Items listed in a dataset
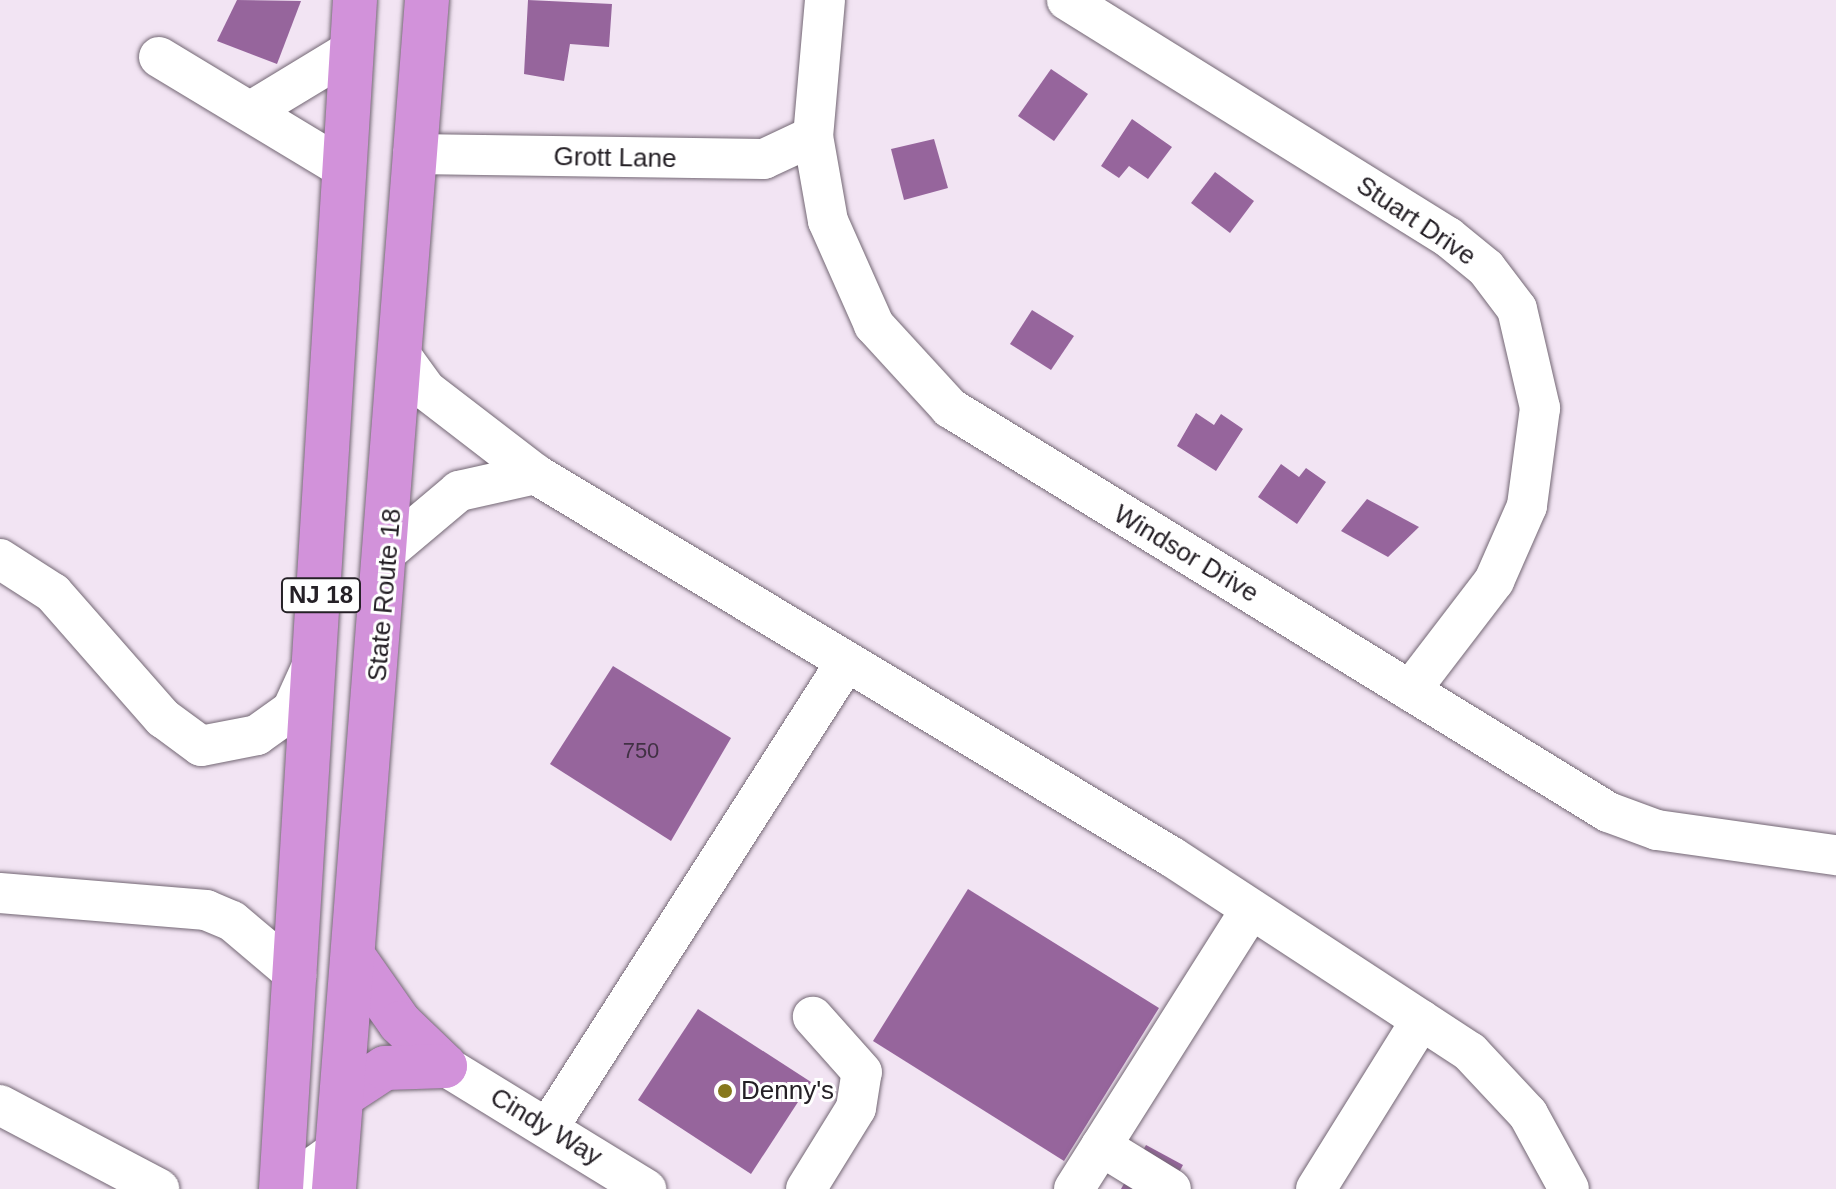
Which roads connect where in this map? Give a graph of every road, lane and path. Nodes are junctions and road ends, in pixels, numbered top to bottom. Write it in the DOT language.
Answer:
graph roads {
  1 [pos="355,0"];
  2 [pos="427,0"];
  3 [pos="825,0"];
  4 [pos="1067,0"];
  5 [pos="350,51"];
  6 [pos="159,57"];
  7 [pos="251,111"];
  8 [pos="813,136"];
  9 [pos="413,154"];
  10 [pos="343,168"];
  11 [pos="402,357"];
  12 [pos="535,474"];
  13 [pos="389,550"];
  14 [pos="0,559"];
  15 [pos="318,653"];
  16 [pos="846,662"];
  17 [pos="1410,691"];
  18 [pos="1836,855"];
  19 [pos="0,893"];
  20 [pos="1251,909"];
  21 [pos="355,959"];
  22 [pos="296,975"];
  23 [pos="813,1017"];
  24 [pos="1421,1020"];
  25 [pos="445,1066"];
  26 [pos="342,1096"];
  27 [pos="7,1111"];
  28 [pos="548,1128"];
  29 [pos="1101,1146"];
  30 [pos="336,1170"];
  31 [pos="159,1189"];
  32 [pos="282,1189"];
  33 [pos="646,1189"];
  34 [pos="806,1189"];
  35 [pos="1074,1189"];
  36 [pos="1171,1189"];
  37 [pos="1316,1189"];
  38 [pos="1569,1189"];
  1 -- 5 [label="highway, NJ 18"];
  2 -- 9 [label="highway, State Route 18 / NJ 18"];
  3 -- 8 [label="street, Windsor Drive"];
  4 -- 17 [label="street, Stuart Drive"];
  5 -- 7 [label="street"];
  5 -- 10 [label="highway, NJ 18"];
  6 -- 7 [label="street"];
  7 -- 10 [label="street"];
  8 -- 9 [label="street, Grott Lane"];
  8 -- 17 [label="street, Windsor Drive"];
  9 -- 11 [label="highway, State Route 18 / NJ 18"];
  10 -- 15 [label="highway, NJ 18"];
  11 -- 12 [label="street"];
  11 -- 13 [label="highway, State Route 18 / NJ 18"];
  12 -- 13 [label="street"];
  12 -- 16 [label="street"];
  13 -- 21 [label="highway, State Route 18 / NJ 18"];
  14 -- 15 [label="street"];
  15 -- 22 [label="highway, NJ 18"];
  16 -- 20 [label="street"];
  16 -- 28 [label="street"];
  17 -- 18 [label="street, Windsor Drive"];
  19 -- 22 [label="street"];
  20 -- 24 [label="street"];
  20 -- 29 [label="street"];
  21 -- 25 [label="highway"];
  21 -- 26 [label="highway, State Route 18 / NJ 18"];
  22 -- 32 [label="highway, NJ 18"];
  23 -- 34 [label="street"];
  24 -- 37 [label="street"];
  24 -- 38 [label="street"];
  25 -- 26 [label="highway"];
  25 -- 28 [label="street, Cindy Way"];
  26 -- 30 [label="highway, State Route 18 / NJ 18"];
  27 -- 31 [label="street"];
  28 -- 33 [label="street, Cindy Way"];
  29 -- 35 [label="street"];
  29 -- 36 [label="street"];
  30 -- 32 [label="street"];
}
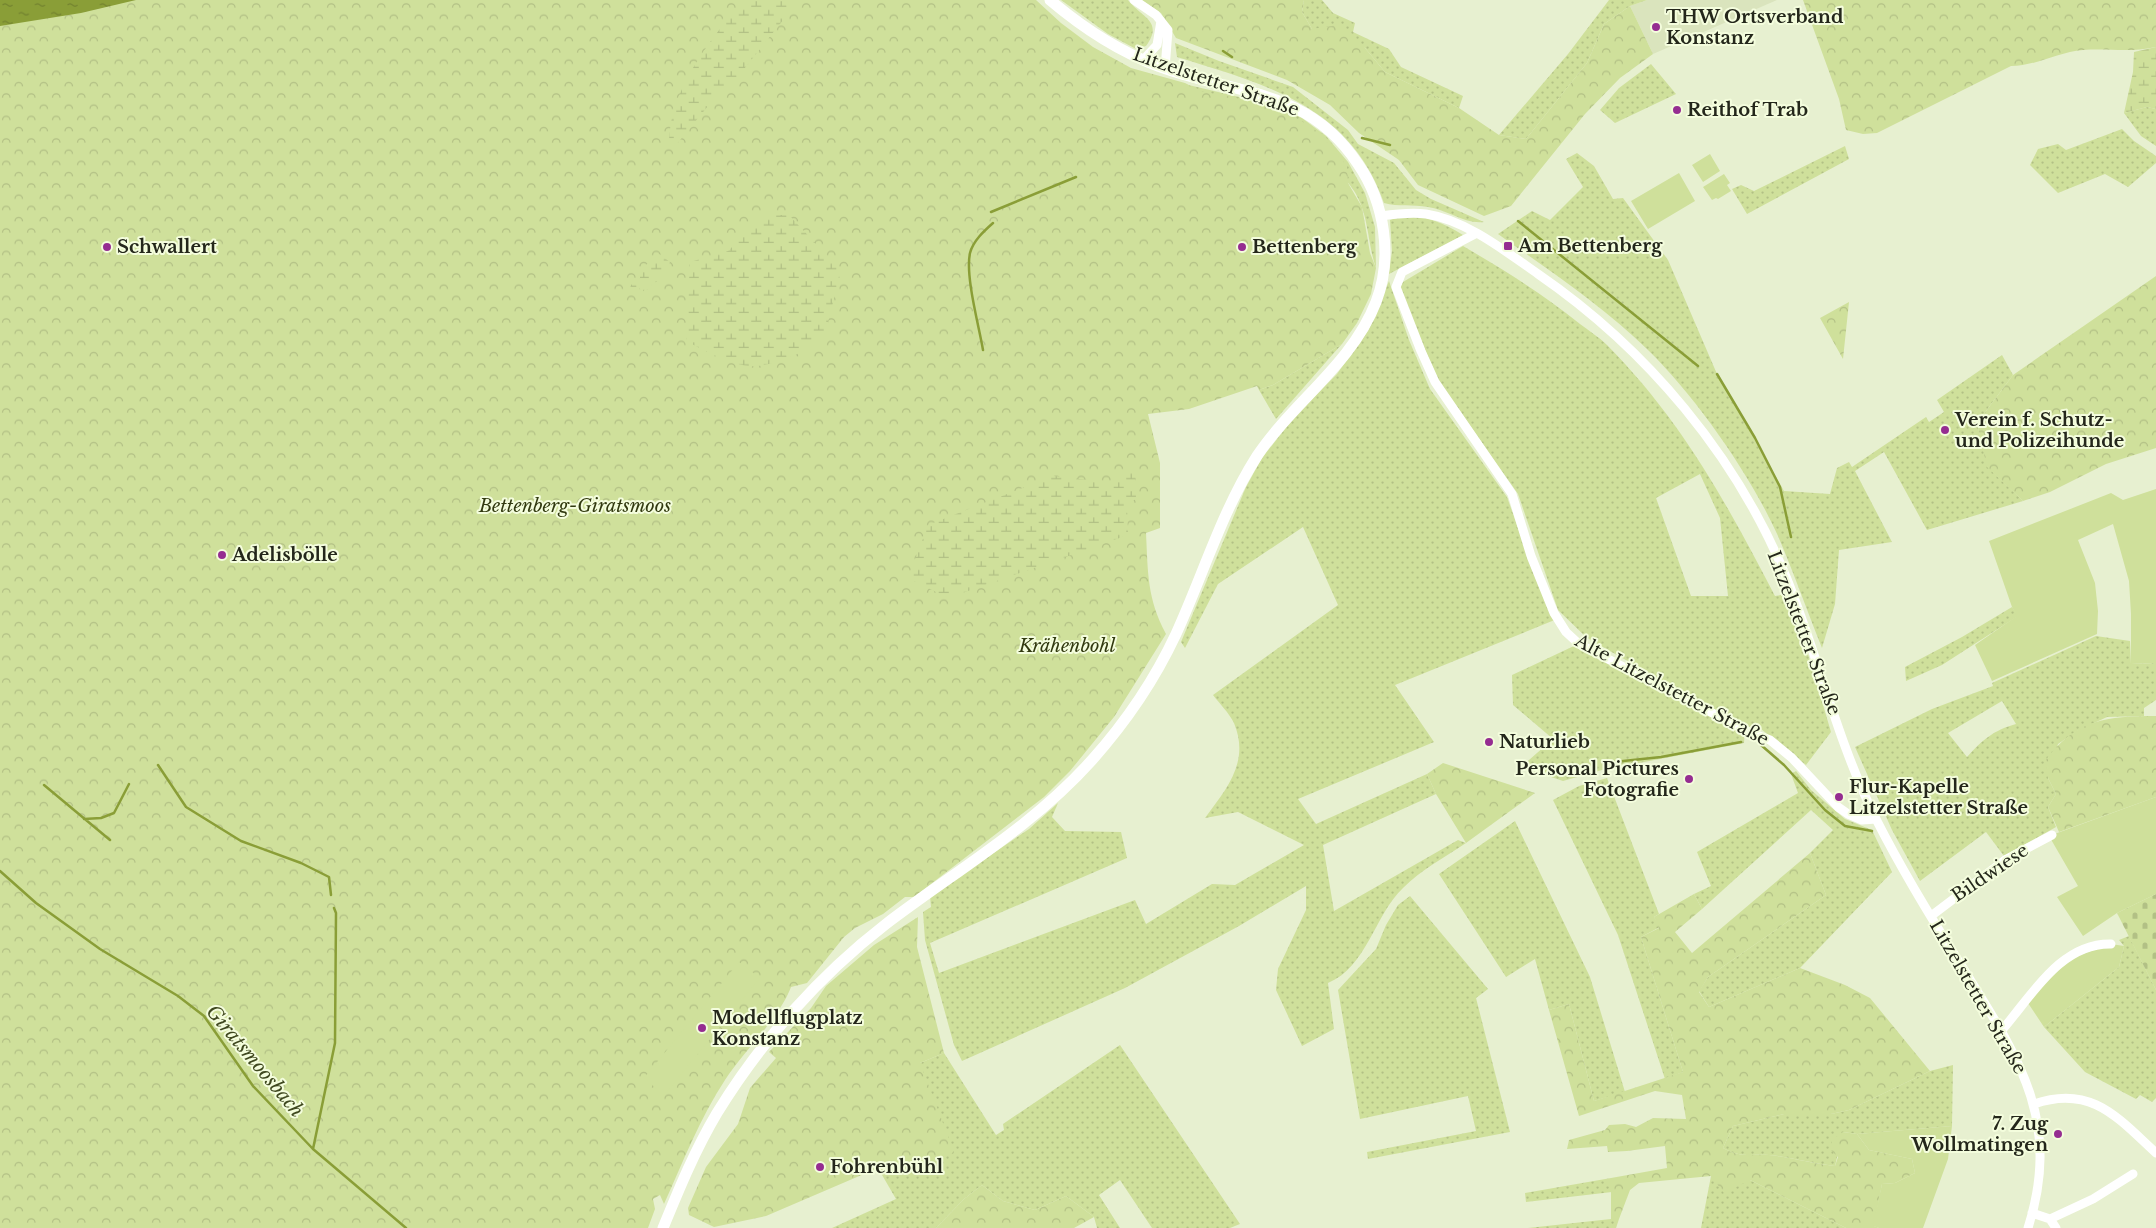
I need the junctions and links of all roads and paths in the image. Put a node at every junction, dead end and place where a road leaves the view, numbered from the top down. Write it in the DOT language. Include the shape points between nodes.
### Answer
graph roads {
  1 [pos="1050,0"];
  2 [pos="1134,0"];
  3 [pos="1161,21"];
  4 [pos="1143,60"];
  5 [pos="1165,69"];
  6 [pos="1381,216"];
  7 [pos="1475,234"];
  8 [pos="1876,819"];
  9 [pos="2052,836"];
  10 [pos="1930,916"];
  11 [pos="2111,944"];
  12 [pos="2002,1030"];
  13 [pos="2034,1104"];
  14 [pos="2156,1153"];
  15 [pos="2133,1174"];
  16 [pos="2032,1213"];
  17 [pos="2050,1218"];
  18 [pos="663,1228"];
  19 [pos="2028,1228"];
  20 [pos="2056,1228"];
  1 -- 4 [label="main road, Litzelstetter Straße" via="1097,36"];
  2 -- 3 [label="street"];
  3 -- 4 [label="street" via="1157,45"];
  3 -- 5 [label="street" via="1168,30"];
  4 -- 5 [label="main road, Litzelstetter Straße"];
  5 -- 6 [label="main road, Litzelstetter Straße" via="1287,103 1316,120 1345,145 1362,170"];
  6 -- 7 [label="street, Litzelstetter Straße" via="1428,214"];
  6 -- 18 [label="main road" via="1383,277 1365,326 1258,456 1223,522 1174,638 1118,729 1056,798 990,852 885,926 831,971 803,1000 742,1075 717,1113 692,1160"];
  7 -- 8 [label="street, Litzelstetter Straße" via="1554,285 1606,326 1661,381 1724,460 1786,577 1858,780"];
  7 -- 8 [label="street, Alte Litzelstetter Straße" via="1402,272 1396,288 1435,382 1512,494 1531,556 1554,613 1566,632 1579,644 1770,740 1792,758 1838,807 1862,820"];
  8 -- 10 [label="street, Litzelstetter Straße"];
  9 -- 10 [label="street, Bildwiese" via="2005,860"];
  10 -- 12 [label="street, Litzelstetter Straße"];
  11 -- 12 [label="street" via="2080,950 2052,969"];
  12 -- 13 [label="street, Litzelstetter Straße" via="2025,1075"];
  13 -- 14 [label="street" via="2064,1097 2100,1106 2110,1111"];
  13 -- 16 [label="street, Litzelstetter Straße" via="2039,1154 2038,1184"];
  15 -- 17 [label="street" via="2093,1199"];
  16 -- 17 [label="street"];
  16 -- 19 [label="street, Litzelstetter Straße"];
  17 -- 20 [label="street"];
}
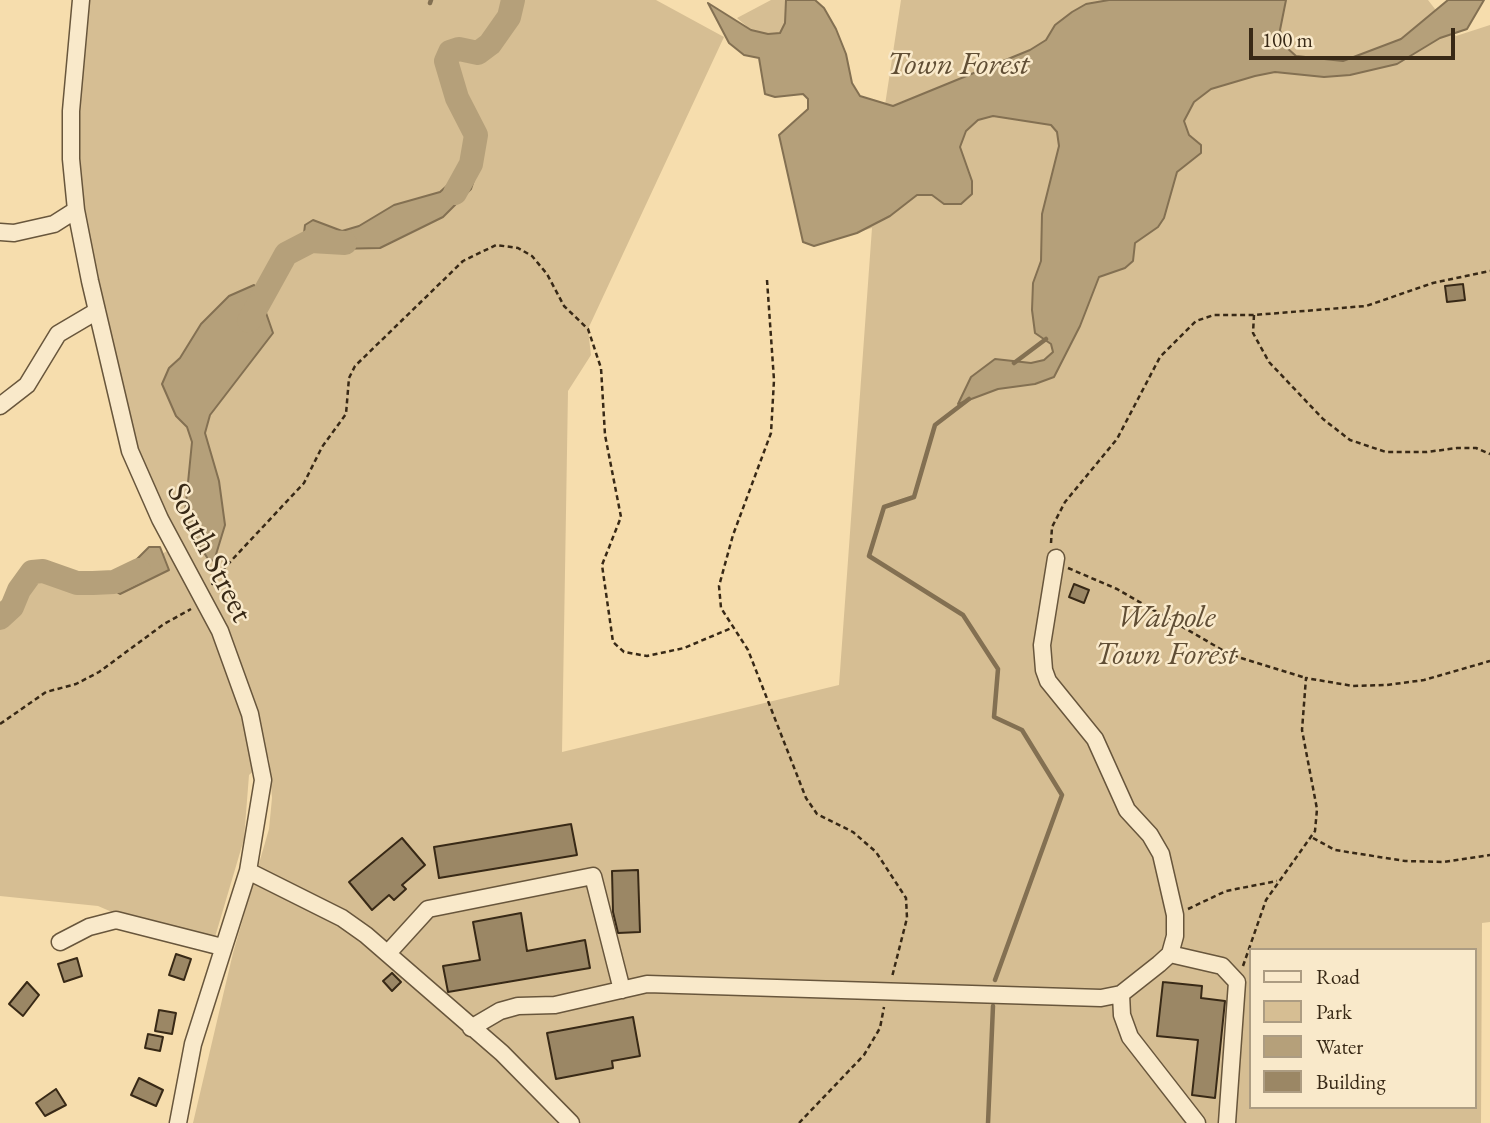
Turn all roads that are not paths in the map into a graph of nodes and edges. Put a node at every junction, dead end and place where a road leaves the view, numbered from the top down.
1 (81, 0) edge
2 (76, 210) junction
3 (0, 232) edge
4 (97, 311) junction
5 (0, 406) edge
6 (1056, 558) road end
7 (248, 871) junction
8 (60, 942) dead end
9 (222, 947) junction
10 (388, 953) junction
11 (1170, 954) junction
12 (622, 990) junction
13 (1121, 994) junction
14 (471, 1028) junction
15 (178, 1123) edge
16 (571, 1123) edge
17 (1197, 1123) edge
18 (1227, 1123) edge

▶ [PROBLEM STATEMENT]:
Where a line above contains the word "language", show that line.

▶ [ANSWER TO THIS EXERCISE]:
Which roads connect where in this map? Give a graph of every road, lane and path. Nodes are junctions and road ends, in pixels, numbered top to bottom. Write it in the DOT language.
I need the junctions and links of all roads and paths in the image. Put a node at every junction, dead end and place where a road leaves the view, numbered from the top down. Write it in the DOT language. Include the shape points between nodes.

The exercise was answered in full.